Re: [PATCH v3 11/19] unwind: Add deferred user space unwinding API

From: Andrii Nakryiko
Date: Fri Nov 01 2024 - 14:06:09 EST


On Fri, Nov 1, 2024 at 10:41 AM Josh Poimboeuf <jpoimboe@xxxxxxxxxx> wrote:
>
> On Thu, Oct 31, 2024 at 04:28:08PM -0700, Andrii Nakryiko wrote:
> > So all task_structs on the system using 104 bytes more, *permanently*
>
> Either way it's permanent, we don't know when to free it until the task
> struct is freed...
>

I'm not sure if we are arguing for the sake of arguing at this point
:) Yes, for *those tasks* for which we at least once requested stack
trace, that memory will stay, sure.

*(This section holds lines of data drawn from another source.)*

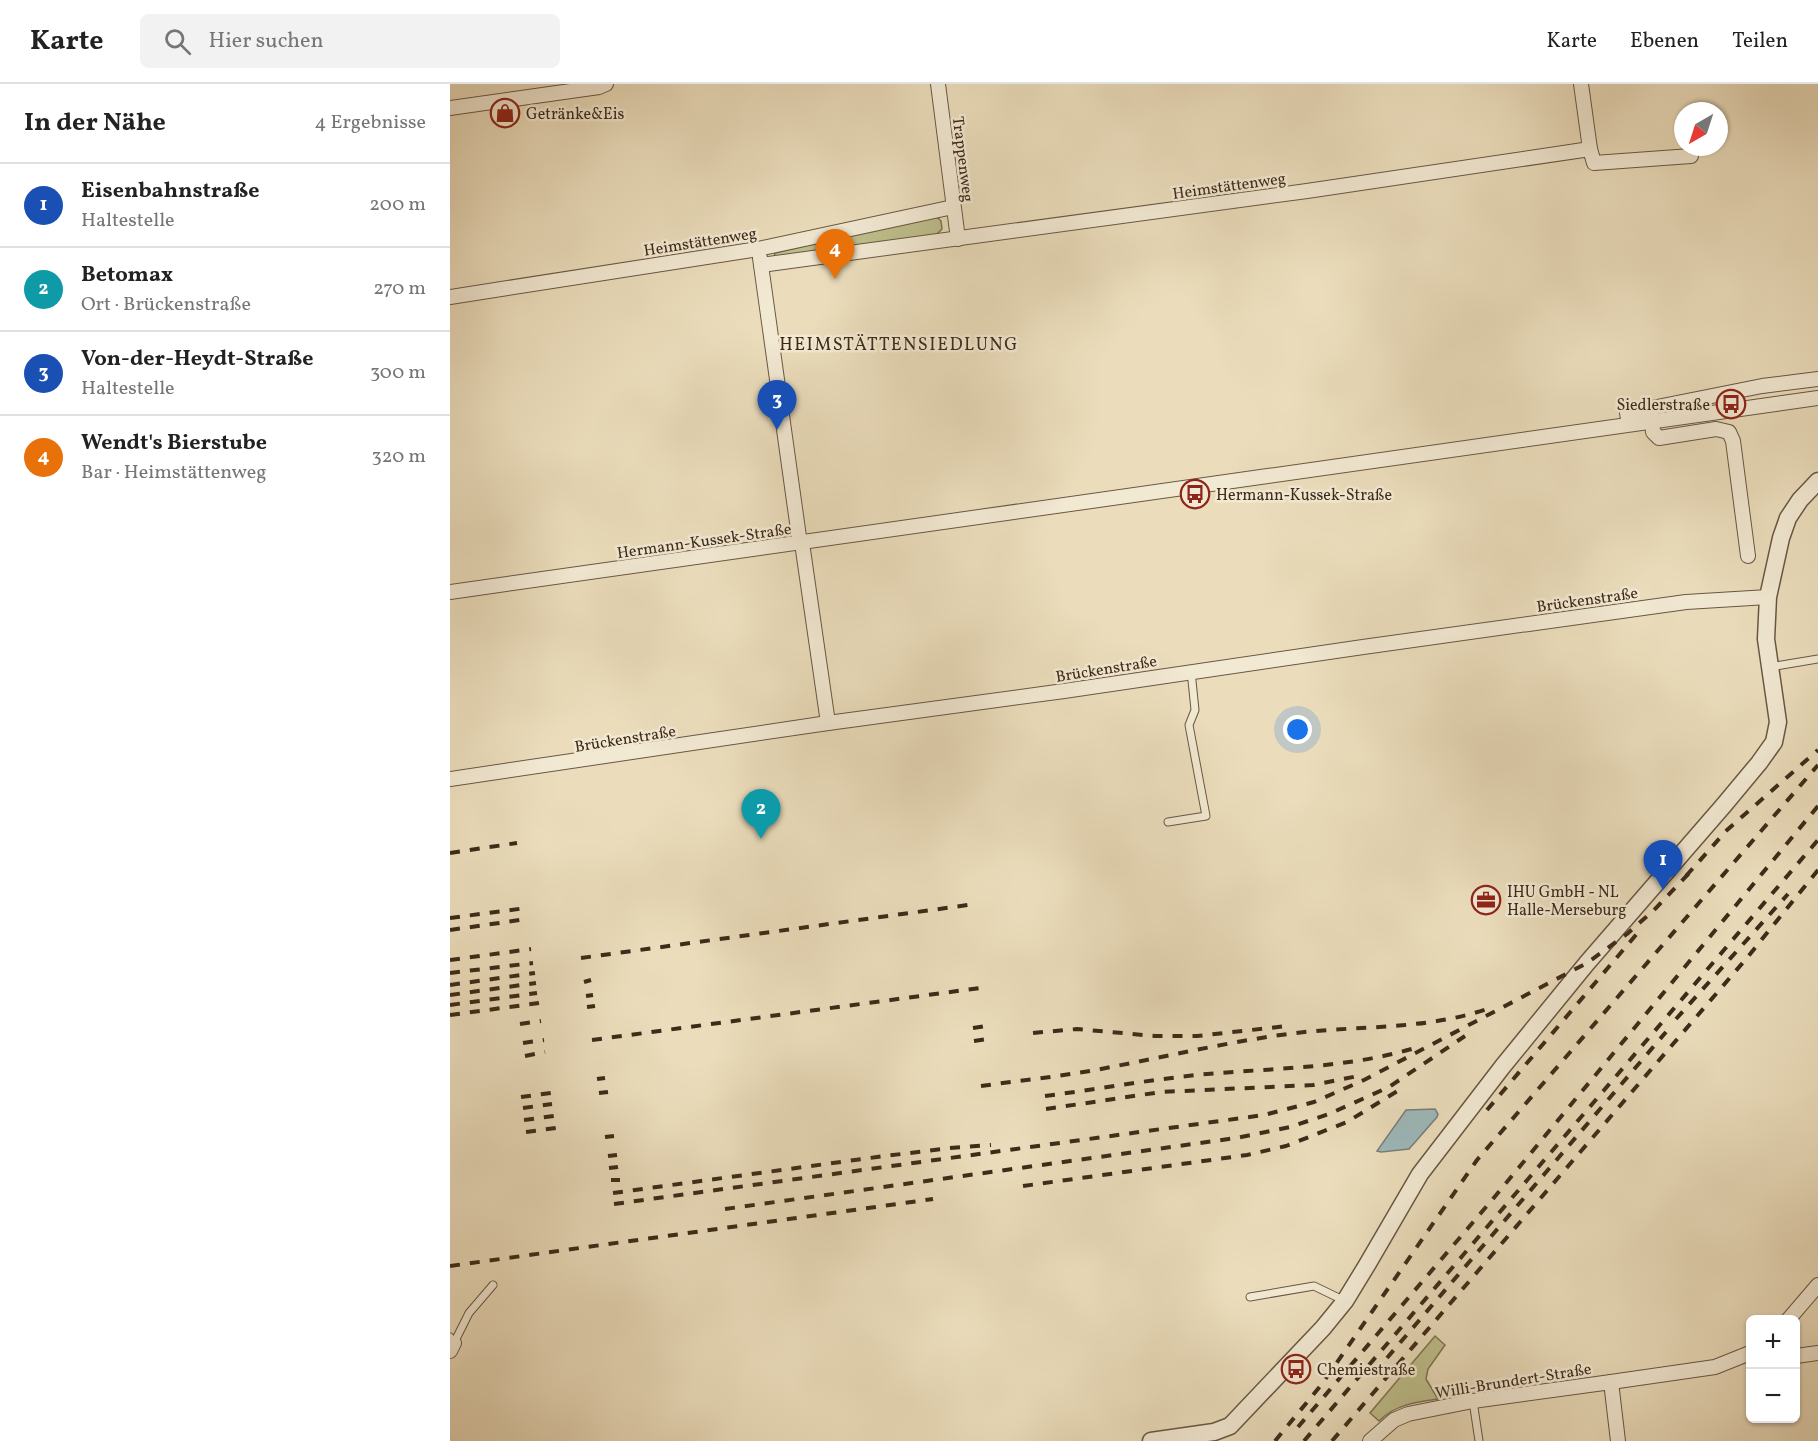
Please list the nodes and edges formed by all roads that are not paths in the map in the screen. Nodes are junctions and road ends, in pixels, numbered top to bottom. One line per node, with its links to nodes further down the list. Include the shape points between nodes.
1 (606, 84): 4 (street)
2 (938, 84): 7 (street, Trappenweg)
3 (1581, 84): 5 (street)
4 (450, 108)
5 (1590, 149): 6 (street, via 1594,163); 8 (street, Heimstättenweg)
6 (1691, 156)
7 (953, 207): 8 (street, Trappenweg); 9 (street, Heimstättenweg)
8 (958, 239): 10 (street, Heimstättenweg)
9 (758, 249): 10 (street); 11 (street, Heimstättenweg)
10 (761, 265): 19 (street)
11 (450, 297)
12 (1818, 379): 13 (street)
13 (1762, 386): 15 (lane); 17 (street, via 1627,413)
14 (1818, 398): 15 (street, Hermann-Kussek-Straße)
15 (1763, 405): 16 (street, Hermann-Kussek-Straße)
16 (1652, 421): 17 (street, Hermann-Kussek-Straße); 20 (street, via 1653,432 1659,438 1716,429 1729,432)
17 (1629, 424): 19 (street, Hermann-Kussek-Straße)
18 (1818, 481): 22 (street, via 1788,518)
19 (801, 543): 21 (street, Hermann-Kussek-Straße); 26 (street)
20 (1748, 556)
21 (450, 592)
22 (1768, 597): 24 (street, via 1766,639); 25 (street, Brückenstraße, via 1686,602)
23 (1818, 659): 24 (lane)
24 (1770, 667): 32 (street, via 1778,722 1774,742 1731,797 1621,921 1461,1120 1420,1174)
25 (1191, 671): 26 (street, Brückenstraße); 28 (lane, via 1195,710 1189,726 1206,816)
26 (828, 723): 27 (street, Brückenstraße)
27 (450, 780)
28 (1168, 822)
29 (493, 1285): 34 (lane, via 469,1313)
30 (1818, 1285): 33 (street)
31 (1250, 1297): 32 (lane, via 1314,1286)
32 (1345, 1301): 41 (street, via 1238,1419)
33 (1792, 1315)
34 (452, 1344)
35 (1818, 1353): 37 (street)
36 (1746, 1355): 38 (street, via 1715,1367)
37 (1800, 1355)
38 (1611, 1382): 39 (street, Willi-Brundert-Straße); 45 (street, Willi-Brundert-Straße)
39 (1473, 1401): 40 (street, Willi-Brundert-Straße, via 1408,1414 1394,1420); 44 (lane)
40 (1385, 1434): 43 (street, Willi-Brundert-Straße)
41 (1201, 1438): 42 (street)
42 (1151, 1441)
43 (1370, 1441)
44 (1479, 1441)
45 (1618, 1441)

But there are normally tons of
threads that are almost completely idle and/or use so little CPU, that
they won't ever be caught in the profiler, so their stack trace will
never be requested.

Sure, you can come up with a use case where you'll just go over each
task and ask for stack trace for each of them, but that's not a common
case.

So, sorry, but no, I don't agree that these are equivalent things.
Lazy memory allocation is a must, IMO.

> > and *unconditionally*, is not a concern
>
> Of course it's a concern, that's why we're looking for something
> better...
>
> > but lazy GFP_ATOMIC allocation when you actually need it is?
>
> We don't want to dip into the GFP_ATOMIC emergency reserves, those are
> kept for more important things.
>
> Actually, I think I can just use GFP_NOWAIT here.

Whatever semantics works for being called from NMI (even if it can fail).